-- DATA TO USE follows --

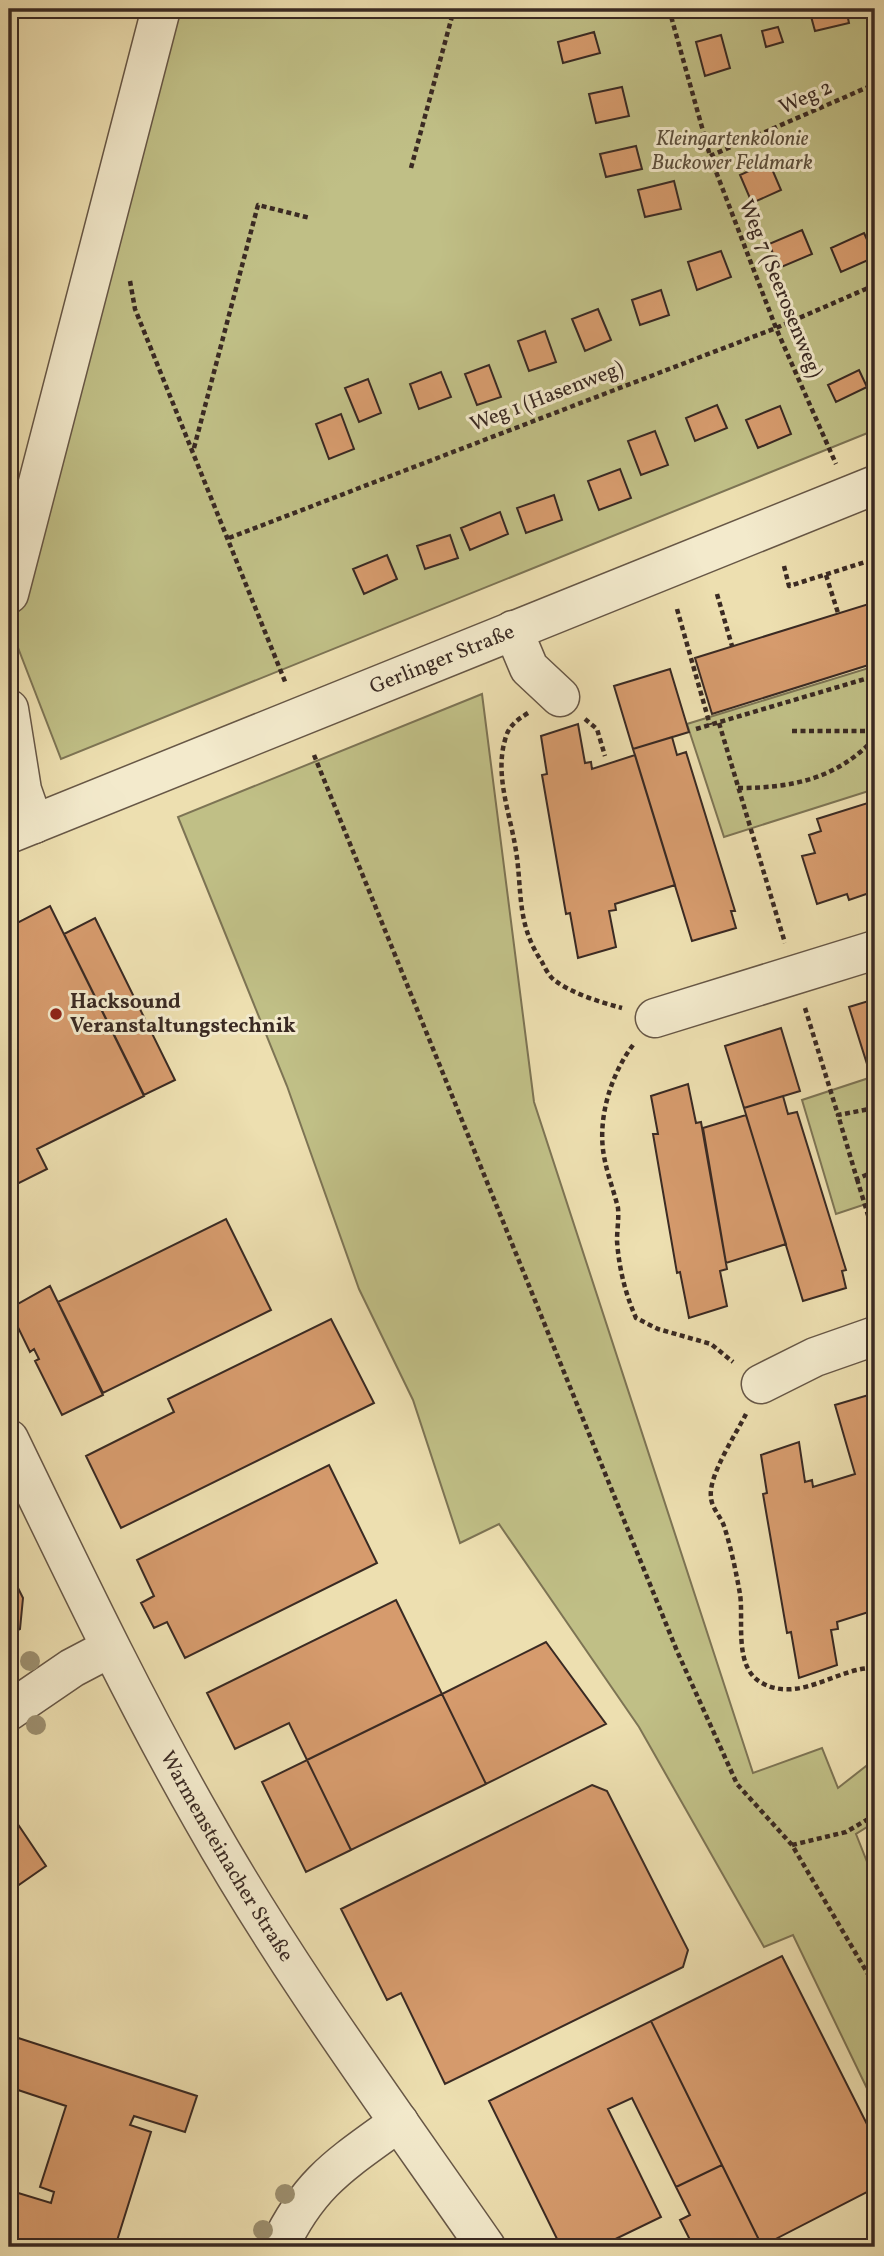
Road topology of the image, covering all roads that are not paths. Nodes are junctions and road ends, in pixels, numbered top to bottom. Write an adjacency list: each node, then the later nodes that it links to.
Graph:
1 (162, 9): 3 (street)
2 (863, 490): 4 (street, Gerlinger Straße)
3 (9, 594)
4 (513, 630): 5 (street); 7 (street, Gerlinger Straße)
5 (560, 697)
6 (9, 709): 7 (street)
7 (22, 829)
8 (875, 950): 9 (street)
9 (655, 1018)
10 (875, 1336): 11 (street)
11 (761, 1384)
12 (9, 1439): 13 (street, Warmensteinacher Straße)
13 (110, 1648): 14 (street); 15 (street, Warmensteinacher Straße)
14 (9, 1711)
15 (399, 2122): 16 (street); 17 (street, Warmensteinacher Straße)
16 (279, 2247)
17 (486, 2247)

-- DATA TO USE concluded --
-- DATA TO USE follows --

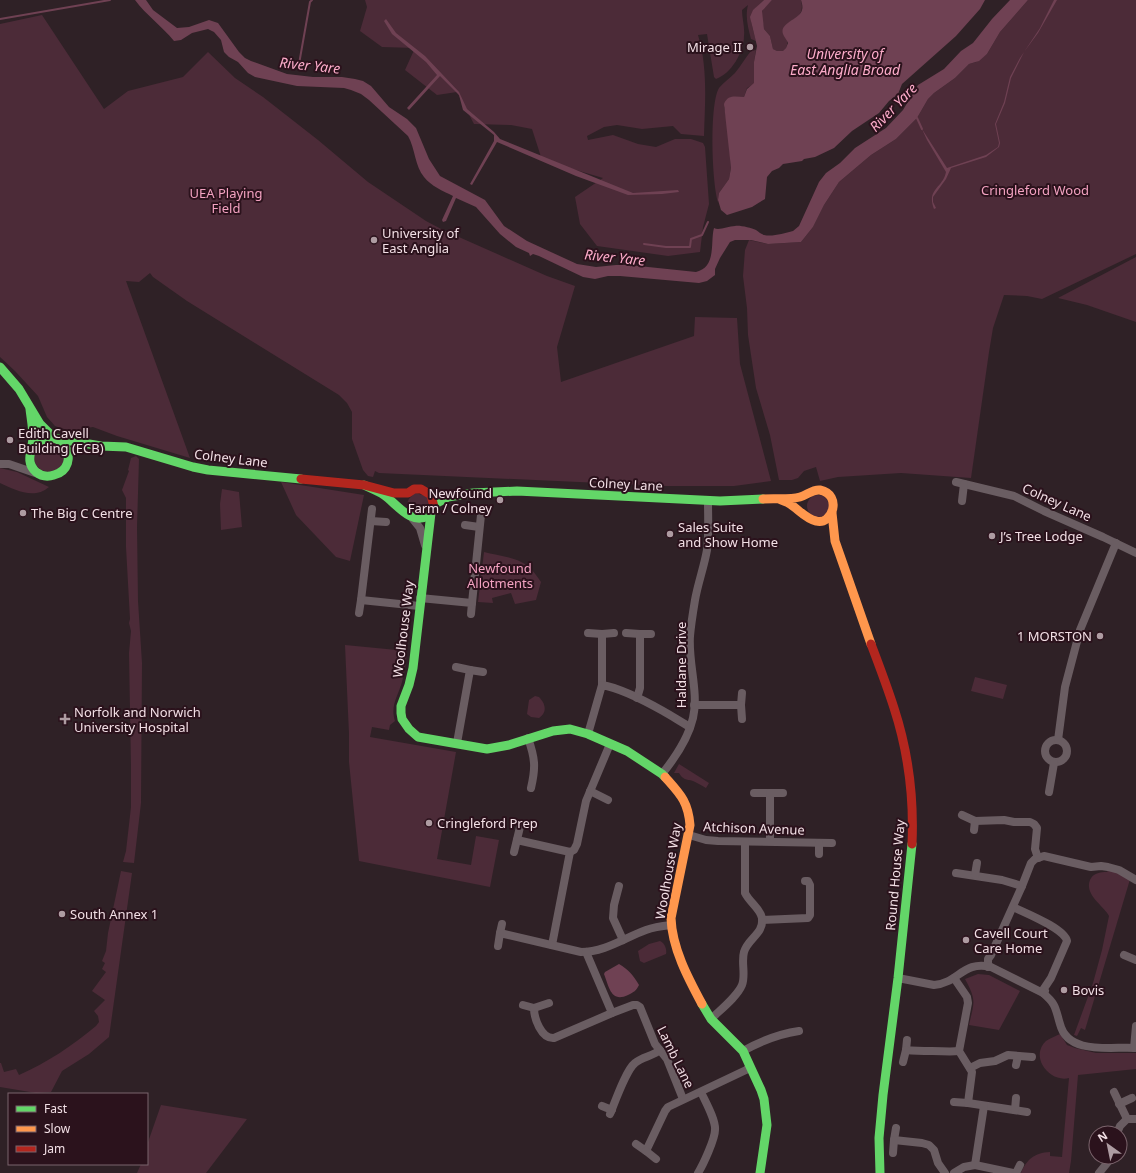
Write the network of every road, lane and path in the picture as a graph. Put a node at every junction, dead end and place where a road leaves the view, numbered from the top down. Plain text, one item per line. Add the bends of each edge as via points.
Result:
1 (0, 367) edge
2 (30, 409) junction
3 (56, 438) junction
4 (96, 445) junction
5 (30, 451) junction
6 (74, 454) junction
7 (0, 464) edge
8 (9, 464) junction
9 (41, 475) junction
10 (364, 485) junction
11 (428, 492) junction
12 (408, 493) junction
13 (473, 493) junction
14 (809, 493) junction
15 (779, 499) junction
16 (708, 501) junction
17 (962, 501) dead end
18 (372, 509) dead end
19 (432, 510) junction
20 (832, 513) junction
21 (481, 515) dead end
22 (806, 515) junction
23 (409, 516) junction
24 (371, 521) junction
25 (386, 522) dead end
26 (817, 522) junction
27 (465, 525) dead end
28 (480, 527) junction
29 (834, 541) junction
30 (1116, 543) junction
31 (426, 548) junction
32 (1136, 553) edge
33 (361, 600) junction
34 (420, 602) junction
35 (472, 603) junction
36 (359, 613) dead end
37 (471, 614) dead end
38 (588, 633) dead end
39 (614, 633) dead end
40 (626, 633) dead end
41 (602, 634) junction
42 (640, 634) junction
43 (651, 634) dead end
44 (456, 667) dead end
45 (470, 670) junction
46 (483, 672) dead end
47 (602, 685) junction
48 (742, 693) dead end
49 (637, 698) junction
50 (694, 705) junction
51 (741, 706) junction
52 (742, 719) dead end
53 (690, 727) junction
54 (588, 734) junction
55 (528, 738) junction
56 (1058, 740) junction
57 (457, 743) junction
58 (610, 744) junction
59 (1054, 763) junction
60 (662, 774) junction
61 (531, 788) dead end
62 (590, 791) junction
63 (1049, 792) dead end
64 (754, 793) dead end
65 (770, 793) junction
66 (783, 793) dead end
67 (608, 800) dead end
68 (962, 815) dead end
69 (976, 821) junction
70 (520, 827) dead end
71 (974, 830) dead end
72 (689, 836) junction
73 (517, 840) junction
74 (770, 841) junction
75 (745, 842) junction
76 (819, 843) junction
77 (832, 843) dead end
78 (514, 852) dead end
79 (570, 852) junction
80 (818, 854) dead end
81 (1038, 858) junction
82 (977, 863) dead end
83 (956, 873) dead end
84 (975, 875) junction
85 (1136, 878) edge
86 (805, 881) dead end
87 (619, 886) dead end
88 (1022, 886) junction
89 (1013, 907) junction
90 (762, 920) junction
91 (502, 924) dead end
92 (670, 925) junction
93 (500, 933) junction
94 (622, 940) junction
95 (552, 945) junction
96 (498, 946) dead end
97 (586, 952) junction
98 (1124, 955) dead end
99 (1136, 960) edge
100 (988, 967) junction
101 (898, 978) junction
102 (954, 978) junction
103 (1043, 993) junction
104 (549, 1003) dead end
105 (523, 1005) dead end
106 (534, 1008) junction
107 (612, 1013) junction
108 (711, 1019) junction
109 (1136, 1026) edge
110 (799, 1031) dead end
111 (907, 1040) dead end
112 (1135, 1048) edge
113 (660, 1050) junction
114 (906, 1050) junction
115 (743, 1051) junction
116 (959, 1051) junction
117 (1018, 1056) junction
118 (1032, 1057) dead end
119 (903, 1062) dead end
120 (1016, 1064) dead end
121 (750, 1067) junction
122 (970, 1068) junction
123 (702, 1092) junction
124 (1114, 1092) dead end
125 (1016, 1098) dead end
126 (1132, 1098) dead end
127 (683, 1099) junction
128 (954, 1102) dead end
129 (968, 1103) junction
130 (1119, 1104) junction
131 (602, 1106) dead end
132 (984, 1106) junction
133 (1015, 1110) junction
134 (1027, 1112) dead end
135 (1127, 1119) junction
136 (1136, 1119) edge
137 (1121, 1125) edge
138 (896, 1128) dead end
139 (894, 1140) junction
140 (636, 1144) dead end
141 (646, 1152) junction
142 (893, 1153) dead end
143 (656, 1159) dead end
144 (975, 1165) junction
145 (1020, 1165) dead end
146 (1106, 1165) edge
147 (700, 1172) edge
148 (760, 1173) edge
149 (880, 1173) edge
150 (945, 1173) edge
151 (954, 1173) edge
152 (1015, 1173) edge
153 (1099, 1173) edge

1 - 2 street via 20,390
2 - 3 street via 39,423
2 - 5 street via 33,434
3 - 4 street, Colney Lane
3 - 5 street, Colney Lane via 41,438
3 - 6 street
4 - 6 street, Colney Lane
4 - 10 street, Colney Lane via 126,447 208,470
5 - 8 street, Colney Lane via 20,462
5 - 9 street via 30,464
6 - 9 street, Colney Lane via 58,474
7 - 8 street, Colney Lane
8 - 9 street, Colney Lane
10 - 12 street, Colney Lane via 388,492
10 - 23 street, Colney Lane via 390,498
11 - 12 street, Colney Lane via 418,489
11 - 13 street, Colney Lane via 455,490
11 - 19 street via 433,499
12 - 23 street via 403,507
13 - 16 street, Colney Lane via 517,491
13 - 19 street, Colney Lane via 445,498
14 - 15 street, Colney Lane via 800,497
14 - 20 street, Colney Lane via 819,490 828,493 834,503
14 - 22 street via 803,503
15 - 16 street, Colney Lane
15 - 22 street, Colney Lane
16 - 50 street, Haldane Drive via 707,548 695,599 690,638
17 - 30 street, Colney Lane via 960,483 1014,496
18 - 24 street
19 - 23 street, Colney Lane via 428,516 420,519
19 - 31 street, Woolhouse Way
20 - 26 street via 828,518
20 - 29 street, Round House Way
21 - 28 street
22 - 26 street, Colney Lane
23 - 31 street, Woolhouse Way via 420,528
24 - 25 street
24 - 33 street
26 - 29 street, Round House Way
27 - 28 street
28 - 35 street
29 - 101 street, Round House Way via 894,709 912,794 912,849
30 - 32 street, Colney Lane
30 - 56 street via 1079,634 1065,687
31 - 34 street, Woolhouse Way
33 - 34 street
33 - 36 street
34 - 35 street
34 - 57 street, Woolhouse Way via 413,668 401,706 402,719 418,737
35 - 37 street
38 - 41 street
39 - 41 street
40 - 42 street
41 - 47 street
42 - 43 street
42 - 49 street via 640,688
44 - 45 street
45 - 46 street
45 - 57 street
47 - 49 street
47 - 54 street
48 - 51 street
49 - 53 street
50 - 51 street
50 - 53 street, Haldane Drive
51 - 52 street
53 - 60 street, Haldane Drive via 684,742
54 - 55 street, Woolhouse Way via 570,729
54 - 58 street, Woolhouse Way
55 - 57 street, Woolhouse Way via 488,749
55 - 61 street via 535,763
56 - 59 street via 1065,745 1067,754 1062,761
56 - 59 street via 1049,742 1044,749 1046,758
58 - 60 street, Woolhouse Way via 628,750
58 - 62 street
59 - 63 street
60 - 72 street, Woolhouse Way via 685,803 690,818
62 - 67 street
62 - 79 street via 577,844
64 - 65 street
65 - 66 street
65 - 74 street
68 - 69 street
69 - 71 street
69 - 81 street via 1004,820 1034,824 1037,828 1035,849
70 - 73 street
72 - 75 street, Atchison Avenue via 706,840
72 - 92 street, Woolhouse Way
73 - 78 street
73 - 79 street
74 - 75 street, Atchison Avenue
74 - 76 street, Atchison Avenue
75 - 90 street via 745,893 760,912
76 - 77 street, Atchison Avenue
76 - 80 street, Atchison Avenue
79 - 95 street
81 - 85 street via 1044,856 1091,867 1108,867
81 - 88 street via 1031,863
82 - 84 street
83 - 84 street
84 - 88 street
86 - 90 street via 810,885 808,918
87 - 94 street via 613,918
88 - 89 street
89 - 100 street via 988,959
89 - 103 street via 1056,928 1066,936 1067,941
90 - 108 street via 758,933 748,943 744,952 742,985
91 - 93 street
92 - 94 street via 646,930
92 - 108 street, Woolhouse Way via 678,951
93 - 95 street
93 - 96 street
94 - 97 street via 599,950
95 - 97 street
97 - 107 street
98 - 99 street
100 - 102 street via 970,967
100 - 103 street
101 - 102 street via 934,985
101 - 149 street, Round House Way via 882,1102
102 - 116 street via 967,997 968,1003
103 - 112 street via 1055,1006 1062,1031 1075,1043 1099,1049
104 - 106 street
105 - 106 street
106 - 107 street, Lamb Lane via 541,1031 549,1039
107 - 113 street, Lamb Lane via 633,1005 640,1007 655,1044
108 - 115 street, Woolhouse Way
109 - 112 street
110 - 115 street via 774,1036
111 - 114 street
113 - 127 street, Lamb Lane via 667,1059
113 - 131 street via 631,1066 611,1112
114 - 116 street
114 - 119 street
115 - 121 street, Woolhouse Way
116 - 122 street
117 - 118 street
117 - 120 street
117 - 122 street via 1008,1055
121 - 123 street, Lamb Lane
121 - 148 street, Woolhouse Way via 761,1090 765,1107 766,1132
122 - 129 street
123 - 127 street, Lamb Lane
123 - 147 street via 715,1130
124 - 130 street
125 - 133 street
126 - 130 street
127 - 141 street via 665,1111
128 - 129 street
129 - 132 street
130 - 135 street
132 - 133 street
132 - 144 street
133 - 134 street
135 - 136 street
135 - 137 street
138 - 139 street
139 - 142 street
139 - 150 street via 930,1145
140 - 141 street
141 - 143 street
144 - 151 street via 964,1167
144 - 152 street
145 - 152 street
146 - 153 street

-- DATA TO USE concluded --

## WHAT TO PRODUCE
In the entries above, identify every line with the word "Write". Copy those lines.

## FINISHED TASK
Road topology of the image, covering all roads that are not paths. Nodes are junctions and road ends, in pixels, numbered top to bottom. Write an adjacency list: each node, then the later nodes that it links to.
Write the network of every road, lane and path in the picture as a graph. Put a node at every junction, dead end and place where a road leaves the view, numbered from the top down. Plain text, one item per line. Add the bends of each edge as via points.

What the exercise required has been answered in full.